Every line containing the string "highway" is to be copied from the records.

> [Records to use]:
● ● ●

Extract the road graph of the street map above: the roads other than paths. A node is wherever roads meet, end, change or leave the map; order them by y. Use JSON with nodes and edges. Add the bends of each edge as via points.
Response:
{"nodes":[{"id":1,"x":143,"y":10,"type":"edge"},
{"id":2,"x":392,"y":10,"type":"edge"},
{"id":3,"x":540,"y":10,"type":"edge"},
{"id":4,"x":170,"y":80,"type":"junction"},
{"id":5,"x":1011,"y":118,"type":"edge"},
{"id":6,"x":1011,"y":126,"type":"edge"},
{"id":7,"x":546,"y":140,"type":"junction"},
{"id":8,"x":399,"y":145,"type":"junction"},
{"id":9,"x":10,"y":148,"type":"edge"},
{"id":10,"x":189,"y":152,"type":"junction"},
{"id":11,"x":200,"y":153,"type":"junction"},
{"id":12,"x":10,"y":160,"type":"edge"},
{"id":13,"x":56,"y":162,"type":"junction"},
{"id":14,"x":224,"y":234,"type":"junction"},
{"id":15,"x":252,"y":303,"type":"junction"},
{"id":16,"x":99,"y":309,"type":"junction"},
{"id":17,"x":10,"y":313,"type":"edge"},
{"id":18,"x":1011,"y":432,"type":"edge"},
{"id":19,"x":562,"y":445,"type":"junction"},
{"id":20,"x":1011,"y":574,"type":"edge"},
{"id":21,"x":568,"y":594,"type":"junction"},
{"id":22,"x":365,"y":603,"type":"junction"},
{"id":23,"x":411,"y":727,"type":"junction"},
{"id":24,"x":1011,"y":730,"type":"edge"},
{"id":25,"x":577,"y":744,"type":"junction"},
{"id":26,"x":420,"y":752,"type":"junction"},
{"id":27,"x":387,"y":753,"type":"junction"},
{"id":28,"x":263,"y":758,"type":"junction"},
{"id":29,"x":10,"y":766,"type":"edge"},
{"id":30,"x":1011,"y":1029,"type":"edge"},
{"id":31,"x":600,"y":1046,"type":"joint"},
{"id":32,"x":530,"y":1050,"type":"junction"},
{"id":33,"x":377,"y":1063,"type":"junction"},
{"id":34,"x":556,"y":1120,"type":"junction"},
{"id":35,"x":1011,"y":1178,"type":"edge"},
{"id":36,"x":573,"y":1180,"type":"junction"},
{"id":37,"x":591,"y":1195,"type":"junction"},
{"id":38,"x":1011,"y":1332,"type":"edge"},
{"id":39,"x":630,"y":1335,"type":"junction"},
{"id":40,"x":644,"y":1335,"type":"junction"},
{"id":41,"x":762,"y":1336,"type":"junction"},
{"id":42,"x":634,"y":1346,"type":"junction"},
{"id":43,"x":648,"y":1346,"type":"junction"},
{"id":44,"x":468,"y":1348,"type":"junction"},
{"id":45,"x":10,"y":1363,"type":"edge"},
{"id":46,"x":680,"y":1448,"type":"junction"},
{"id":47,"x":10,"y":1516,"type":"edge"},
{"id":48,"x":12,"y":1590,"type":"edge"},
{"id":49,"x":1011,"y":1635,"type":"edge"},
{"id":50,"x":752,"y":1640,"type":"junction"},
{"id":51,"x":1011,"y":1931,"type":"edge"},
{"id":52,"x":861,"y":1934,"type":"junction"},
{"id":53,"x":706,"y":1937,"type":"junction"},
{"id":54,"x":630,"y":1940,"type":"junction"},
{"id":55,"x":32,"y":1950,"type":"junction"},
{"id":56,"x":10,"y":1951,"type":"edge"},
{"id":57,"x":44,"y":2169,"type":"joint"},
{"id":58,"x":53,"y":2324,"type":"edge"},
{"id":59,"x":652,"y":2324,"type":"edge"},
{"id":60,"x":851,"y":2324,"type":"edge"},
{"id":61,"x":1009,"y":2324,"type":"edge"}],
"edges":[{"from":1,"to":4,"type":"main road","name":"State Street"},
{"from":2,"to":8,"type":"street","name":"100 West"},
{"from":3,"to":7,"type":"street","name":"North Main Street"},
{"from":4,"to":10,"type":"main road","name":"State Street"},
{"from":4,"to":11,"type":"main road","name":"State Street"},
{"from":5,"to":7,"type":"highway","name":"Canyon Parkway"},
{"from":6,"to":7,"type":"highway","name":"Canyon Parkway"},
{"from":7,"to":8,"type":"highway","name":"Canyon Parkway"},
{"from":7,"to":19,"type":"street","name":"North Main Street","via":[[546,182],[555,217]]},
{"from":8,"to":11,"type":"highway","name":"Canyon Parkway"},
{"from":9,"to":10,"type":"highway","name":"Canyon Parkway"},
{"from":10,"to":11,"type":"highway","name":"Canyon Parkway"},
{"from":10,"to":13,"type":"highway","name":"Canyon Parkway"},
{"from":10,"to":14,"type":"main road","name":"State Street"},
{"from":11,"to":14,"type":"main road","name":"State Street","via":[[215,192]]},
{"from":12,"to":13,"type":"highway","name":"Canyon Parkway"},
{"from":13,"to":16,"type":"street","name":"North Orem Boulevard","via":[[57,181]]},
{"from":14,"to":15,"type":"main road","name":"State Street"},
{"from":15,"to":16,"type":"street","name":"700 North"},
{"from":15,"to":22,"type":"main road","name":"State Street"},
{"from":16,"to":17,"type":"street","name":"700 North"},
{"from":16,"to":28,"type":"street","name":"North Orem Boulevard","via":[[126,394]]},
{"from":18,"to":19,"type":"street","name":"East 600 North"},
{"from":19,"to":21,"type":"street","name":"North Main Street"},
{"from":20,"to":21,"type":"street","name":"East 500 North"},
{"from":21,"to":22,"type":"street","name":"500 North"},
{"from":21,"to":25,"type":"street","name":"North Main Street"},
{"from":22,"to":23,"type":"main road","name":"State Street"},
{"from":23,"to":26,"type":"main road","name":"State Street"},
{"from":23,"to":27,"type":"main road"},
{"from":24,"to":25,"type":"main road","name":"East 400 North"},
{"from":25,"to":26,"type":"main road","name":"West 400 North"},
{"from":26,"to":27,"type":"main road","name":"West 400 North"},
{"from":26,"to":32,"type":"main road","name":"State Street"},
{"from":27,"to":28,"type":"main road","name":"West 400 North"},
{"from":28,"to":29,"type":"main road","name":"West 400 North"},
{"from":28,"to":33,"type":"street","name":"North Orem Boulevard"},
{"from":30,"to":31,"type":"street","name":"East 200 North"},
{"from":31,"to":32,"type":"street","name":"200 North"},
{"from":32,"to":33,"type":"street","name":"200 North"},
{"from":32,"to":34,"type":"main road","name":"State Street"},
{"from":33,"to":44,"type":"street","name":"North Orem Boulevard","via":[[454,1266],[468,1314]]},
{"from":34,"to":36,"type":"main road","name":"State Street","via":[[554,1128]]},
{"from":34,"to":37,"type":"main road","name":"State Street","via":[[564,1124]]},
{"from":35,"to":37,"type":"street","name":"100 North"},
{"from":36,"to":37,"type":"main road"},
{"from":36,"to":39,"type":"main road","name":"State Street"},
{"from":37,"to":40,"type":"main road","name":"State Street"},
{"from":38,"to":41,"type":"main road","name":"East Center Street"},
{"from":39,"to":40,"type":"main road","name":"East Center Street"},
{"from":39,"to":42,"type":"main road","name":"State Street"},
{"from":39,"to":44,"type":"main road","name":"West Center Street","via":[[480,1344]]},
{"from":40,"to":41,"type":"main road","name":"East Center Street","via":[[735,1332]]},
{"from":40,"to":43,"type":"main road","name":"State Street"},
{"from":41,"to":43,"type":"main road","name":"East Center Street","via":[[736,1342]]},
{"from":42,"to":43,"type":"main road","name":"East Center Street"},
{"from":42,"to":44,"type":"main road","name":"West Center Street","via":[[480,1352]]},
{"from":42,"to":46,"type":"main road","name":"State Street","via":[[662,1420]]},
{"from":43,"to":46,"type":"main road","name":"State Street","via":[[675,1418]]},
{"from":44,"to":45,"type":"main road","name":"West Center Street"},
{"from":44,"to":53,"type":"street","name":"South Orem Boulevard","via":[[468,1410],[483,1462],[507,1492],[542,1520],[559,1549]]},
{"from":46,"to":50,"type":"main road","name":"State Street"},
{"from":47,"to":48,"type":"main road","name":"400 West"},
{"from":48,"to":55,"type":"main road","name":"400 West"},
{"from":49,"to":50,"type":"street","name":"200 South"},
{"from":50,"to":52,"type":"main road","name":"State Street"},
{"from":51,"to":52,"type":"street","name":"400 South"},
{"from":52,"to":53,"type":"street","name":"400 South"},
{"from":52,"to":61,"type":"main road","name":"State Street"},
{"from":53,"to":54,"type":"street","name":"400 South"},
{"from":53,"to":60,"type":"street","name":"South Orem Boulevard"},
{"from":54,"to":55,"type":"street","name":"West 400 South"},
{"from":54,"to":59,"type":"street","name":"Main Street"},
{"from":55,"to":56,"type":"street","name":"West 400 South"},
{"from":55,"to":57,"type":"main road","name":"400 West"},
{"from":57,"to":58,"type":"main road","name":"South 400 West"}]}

● ● ●

> [Solution below]:
{"from":5,"to":7,"type":"highway","name":"Canyon Parkway"},
{"from":6,"to":7,"type":"highway","name":"Canyon Parkway"},
{"from":7,"to":8,"type":"highway","name":"Canyon Parkway"},
{"from":8,"to":11,"type":"highway","name":"Canyon Parkway"},
{"from":9,"to":10,"type":"highway","name":"Canyon Parkway"},
{"from":10,"to":11,"type":"highway","name":"Canyon Parkway"},
{"from":10,"to":13,"type":"highway","name":"Canyon Parkway"},
{"from":12,"to":13,"type":"highway","name":"Canyon Parkway"},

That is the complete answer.